Problem statement → In the material below, the lines from the one containing "context = document.querySelector('canvas').getContext('2d');" through the one containing "const poly = rows" are to be given again exactly, ends included, and no others.

Information given →
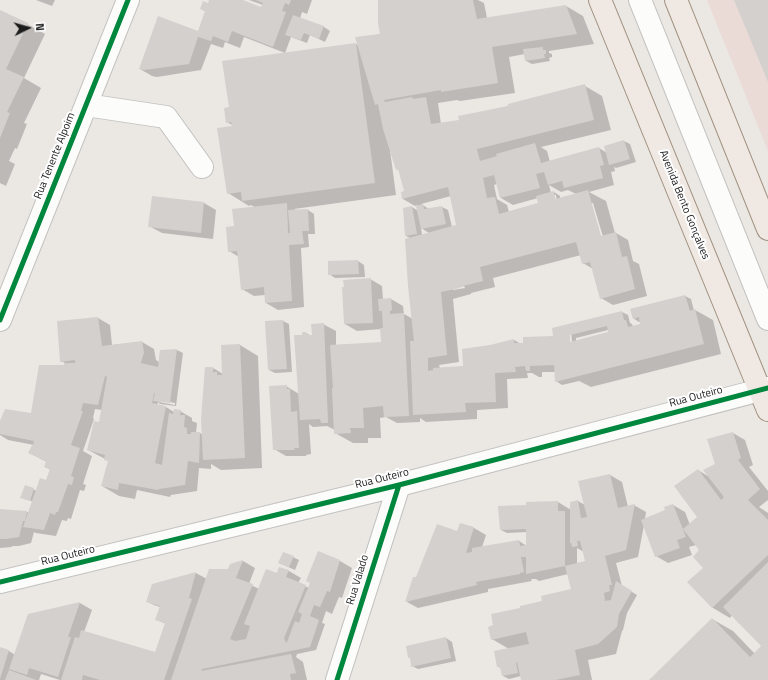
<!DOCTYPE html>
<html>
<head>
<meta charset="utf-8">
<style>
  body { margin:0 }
  #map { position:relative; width:768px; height:680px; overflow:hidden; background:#ebe8e4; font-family:"Titillium Web",sans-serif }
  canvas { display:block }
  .north { position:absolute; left:8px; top:8px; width:40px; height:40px; -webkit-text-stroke:3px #fff; paint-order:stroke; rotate:85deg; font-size:11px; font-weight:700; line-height:16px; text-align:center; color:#1c1c1c }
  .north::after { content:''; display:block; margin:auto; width:14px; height:18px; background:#1c1c1c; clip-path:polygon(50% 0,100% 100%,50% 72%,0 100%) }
</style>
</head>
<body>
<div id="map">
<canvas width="768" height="680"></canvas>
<div class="north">N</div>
</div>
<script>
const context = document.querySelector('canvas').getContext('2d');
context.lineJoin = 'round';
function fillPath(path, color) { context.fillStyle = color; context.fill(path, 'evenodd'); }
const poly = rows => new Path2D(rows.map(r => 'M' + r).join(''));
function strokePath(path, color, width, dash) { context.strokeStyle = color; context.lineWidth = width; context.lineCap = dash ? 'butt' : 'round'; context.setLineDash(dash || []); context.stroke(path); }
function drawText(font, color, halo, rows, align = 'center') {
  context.font = font + ' "Titillium Web",sans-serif'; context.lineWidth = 4; context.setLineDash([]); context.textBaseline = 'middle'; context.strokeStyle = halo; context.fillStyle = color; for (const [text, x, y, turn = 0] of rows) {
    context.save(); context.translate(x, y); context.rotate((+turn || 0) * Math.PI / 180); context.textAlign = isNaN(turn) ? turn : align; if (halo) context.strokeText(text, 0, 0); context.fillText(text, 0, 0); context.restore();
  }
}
fillPath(poly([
  [707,0,768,0,768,151]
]), '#eadbd7');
fillPath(poly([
  [36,0,55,0,52,6],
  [210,0,240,0,262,8,263,5,249,0,312,0,307,14,302,12,300,19,324,27,330,31,325,42,310,35,307,43,291,37,285,53,244,37,240,48,225,42,223,48,211,44,201,70,157,77,152,76,140,69,198,32,206,12,201,9,209,4],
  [379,0,478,0,484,3,487,18,566,6,583,16,594,44,549,51,549,53,552,54,552,57,549,58,550,61,532,64,526,61,525,54,509,57,515,93,460,101,457,100,438,103,441,124,460,121,459,117,509,106,509,105,585,86,602,96,611,130,541,147,547,151,550,162,599,148,607,153,605,147,624,141,630,144,636,162,616,168,614,167,615,171,611,172,614,185,589,192,606,201,615,233,616,233,628,240,633,261,639,264,647,296,613,305,601,298,593,269,583,263,581,255,493,278,495,287,471,293,471,294,453,299,459,362,439,365,440,368,464,367,463,350,490,346,514,340,521,344,524,344,524,338,554,337,553,329,622,312,628,315,630,323,632,324,633,327,643,324,641,323,641,321,639,322,633,318,631,309,685,296,691,299,694,311,695,310,713,320,721,354,591,387,579,381,562,385,556,381,556,372,542,372,542,377,539,377,532,373,527,373,528,378,507,379,508,408,477,410,477,419,426,422,420,418,420,422,397,423,386,417,380,418,381,438,368,438,368,443,353,443,335,433,335,430,327,426,313,427,309,424,311,454,306,455,306,456,286,456,274,449,270,387,286,386,299,394,295,336,303,336,303,333,306,333,311,336,313,336,313,325,323,324,336,331,336,345,382,343,381,329,357,331,345,324,343,288,345,288,344,281,370,279,382,286,383,300,391,299,403,306,404,314,413,319,409,285,406,239,410,238,406,236,404,209,412,207,418,211,417,205,415,206,403,199,402,193,405,192,399,170,397,169,391,150,390,150,396,195,294,209,298,211,308,210,314,214,315,234,308,234,309,247,301,248,304,307,278,310,266,303,265,295,254,296,242,289,239,257,229,251,227,227,236,227,234,210,256,208,251,205,249,206,228,193,218,129,233,127,232,125,227,122,225,109,230,108,224,62,356,44,359,46,357,38,381,34,379,23],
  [497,184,501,198,513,205,538,198,540,204,509,212,507,205,497,199,494,185],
  [549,185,561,192,568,190,576,194,560,199,560,196,554,192,551,193],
  [554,195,556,195,557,203,556,204],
  [451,196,457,226,452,227,448,210,442,207,429,209,421,204],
  [591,203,593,203,604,240,602,241],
  [421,228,429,233,422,235],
  [464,286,465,288,453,290,453,289],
  [569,330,571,330,572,342,570,342],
  [608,330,610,332,576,341,576,338],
  [361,377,361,386,356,386,356,378],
  [0,11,27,24,45,34,24,78,41,88,24,123,27,124,17,149,15,148,9,161,15,164,6,186,0,183],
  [153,197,204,203,216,210,213,239,162,233,149,226],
  [358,261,364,265,365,277,335,278,329,274],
  [98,318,110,325,112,345,142,342,154,349,156,360,159,362,177,350,183,353,176,406,160,404,158,402,157,406,166,407,174,412,180,411,192,418,192,421,197,423,196,433,200,433,203,435,202,419,213,368,223,374,222,346,240,345,258,356,262,468,221,470,211,464,211,469,199,468,197,491,171,495,170,497,137,490,135,499,119,496,102,486,109,461,88,450,100,423,102,410,95,409,93,418,94,419,83,451,92,456,83,484,86,485,84,491,80,490,71,519,68,518,67,521,62,520,56,536,36,533,34,532,31,543,19,546,12,546,12,547,0,548,0,510,27,512,29,513,33,502,26,498,25,486,37,491,47,481,51,470,45,467,47,462,29,453,34,448,34,445,8,440,0,435,0,424,32,414,65,366,65,363,61,361],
  [159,400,175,403,175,405,159,402],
  [283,321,289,324,292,372,275,373,269,370],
  [733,433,745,440,753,465,749,467,768,491,768,500,759,507,768,513,768,680,650,680,712,619,733,631,755,654,763,646,732,615,730,618,713,608,689,582,704,568,700,550,696,545,689,547,692,555,668,563,656,556,644,525,638,557,616,563,622,586,637,595,627,613,623,630,622,631,616,654,588,660,592,680,522,680,521,676,509,679,503,676,501,668,498,667,509,649,492,639,520,609,543,602,572,590,568,574,539,581,536,579,531,579,532,581,488,589,488,592,418,608,407,602,417,578,458,532,460,524,474,528,486,535,482,547,519,541,527,546,527,532,507,533,501,530,527,506,527,503,558,502,571,510,578,501,585,505,610,475,622,482,628,507,634,505,646,512,645,519,667,511,673,505,685,512,690,525,698,518,698,470,711,478,716,464],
  [577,548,584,552,586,561,577,564],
  [318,553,340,561,352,568,342,598,339,597,332,614,326,611,322,623,325,624,316,650,297,654,296,657,303,662,307,680,60,680,41,674,39,680,0,680,0,648,9,651,15,655,28,615,80,603,92,610,84,632,156,653,166,624,157,620,160,607,154,605,148,602,182,577,196,573,207,579,229,570,231,565,243,561,255,568,249,584,259,589,277,574,279,568,289,571,301,578,298,583,309,588],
  [293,557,299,560,295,570,279,563],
  [446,638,452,642,456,661,418,669,412,666,411,659,409,657]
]), '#0003');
fillPath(poly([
  [209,0,243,0,261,7,263,3,256,0,291,0,289,5,285,3,282,11,286,12,273,47,232,31,228,42,213,36,211,41,198,37,189,64,144,70,139,69,158,16,198,31,205,11,200,9,203,1,208,3],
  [378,0,473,0,477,19,566,5,577,34,492,47,498,83,441,92,441,90,384,100,385,102,412,97,413,99,426,97,431,124,459,120,458,116,508,106,508,104,585,84,594,120,477,149,480,161,497,156,496,154,535,143,541,163,599,147,604,165,600,166,603,178,564,188,562,181,548,185,544,172,536,174,540,188,500,198,494,175,483,178,487,198,495,197,499,214,538,203,536,196,554,191,555,199,588,190,601,236,616,232,622,257,627,256,635,289,600,299,590,262,582,264,576,242,480,267,483,281,459,287,460,288,441,292,447,355,428,358,428,371,433,370,433,368,463,366,462,349,490,345,514,339,514,343,523,343,523,337,553,336,552,328,622,311,624,320,626,320,628,327,640,324,639,317,633,319,630,309,685,295,690,311,695,309,704,344,555,382,554,365,530,366,530,371,526,371,525,366,515,367,516,372,495,373,496,402,465,403,466,412,413,415,410,341,414,341,408,286,405,239,456,225,448,187,402,199,401,192,404,191,398,169,396,170,383,129,378,104,375,105,355,37,380,34,378,23],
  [607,326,608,332,570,342,570,335],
  [734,0,768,0,768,82],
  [0,10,28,23,6,69,24,77,7,112,10,113,0,138],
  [293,15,324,26,319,39,304,33,301,40,285,35],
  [356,43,375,183,242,201,241,192,227,194,217,128,232,126,231,122,226,123,224,108,229,107,222,61],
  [543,47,543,50,546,50,546,54,544,54,545,58,525,61,523,49],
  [624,140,630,159,609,165,604,146],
  [152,196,204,202,201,233,148,227],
  [287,203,288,233,290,233,288,210,308,209,309,231,302,231,304,244,289,245,292,301,265,303,264,287,241,290,237,251,228,252,226,227,234,226,232,209],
  [423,204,424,209,442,206,446,224,421,229,416,206],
  [412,206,417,234,405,236,403,208],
  [358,260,359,274,328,275,328,261],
  [371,278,373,323,344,324,342,287,344,287,343,280],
  [391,298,392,310,390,311,390,314,404,313,409,416,384,417,383,406,363,408,364,428,350,428,351,433,334,434,332,388,333,388,330,345,381,342,380,328,383,328,382,311,379,311,378,299],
  [98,317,102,346,142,341,144,352,141,363,158,367,160,350,177,349,170,403,153,401,155,393,154,393,152,403,166,406,155,463,162,465,169,413,173,414,174,409,181,410,180,415,185,415,184,427,187,428,187,434,191,434,191,432,200,432,199,463,188,461,185,485,159,489,158,490,119,483,118,490,101,486,108,461,104,460,105,455,87,450,94,421,99,422,107,377,105,376,98,405,83,403,81,411,83,411,71,445,80,448,71,476,74,477,72,485,68,484,58,512,56,512,55,515,50,513,44,530,23,527,40,478,46,480,50,469,44,467,46,461,28,453,32,445,33,446,34,443,33,443,34,441,0,434,0,421,5,409,31,413,39,365,64,365,64,363,75,363,75,360,60,362,57,321],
  [283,320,287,369,268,370,265,321],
  [324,323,328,423,321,423,320,419,300,420,294,335,302,335,302,332,306,332,307,335,312,335,311,324],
  [240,344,245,458,203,460,201,419,205,367,213,367,212,372,217,372,217,375,222,375,221,345],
  [287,385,287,389,290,389,291,412,297,411,299,448,294,448,295,450,273,450,269,386],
  [733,432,741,458,738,460,760,489,748,500,768,520,768,555,712,608,687,582,703,568,693,557,699,550,683,529,697,517,674,486,698,469,721,500,724,497,703,470,715,464,707,439],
  [610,474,618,508,635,504,626,550,605,556,612,585,609,585,610,591,604,593,605,601,611,600,616,581,632,591,619,614,617,627,598,644,575,650,580,675,555,680,521,680,517,662,516,663,518,673,502,676,500,667,497,667,494,651,529,644,526,632,491,640,488,627,493,625,491,614,520,608,520,606,542,601,541,596,571,589,565,566,585,561,580,541,577,541,578,546,572,547,571,543,570,543,570,502,578,500,581,518,587,517,578,481],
  [25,485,34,488,30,501,20,498],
  [558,501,558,511,565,511,565,566,526,574,526,557,521,557,524,572,520,573,520,574,476,582,477,585,405,602,413,577,416,577,437,524,457,531,460,523,474,527,466,553,472,552,472,548,519,540,520,546,526,545,526,529,500,530,498,506,526,505,526,502],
  [673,504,686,537,677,540,680,548,655,557,641,520,665,510,664,507],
  [0,509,27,511,25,521,23,521,19,537,6,539,0,539],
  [318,551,340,560,330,592,327,591,320,607,314,605,310,616,319,620,310,647,202,669,201,671,291,654,296,673,290,674,291,680,171,680,209,569,228,569,230,564,243,560,236,578,253,584,230,639,235,641,246,639,250,626,244,624,266,569,277,573,279,567,289,570,286,577,306,585,284,638,286,643,287,642,295,621,299,623,302,614,298,612,310,583,306,581],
  [283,552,294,556,289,567,278,563],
  [768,562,768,680,649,680,712,618,750,657,761,646,723,607],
  [196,572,189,598,192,599,164,680,100,680,83,675,82,680,61,680,75,637,79,638,81,630,155,652,165,623,155,620,160,606,146,602,152,584],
  [80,602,68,637,71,637,58,677,29,668,27,675,9,669,28,614],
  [446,637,451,658,411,667,410,657,408,658,406,646],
  [0,647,9,650,0,679],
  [9,670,36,680,5,680]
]), '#d3d0cd');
const minor = poly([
  [640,0,768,319],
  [86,105,166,117,202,167],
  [0,320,128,0],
  [0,582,399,485,768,388],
  [337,680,399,485]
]);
const major = poly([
  [600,0,768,410],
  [676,0,768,229]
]);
strokePath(minor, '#c3c2c0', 24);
strokePath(major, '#a19281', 24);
strokePath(minor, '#fcfcfb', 22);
strokePath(major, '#f0e9e3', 22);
strokePath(poly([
  [0,320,128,0],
  [0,582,399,485,768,388],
  [337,680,399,485]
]), '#00873e', 5);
drawText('11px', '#1c1c1c', '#fff', [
  ["Rua Tenente Alpoim",55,156,-68],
  ["Avenida Bento Gonçalves",684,205,68],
  ["Rua Outeiro",696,397,-15],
  ["Rua Outeiro",382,479,-14],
  ["Rua Outeiro",68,556,-14],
  ["Rua Valado",358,580,-73]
]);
</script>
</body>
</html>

Your response →
const context = document.querySelector('canvas').getContext('2d');
context.lineJoin = 'round';
function fillPath(path, color) { context.fillStyle = color; context.fill(path, 'evenodd'); }
const poly = rows => new Path2D(rows.map(r => 'M' + r).join(''));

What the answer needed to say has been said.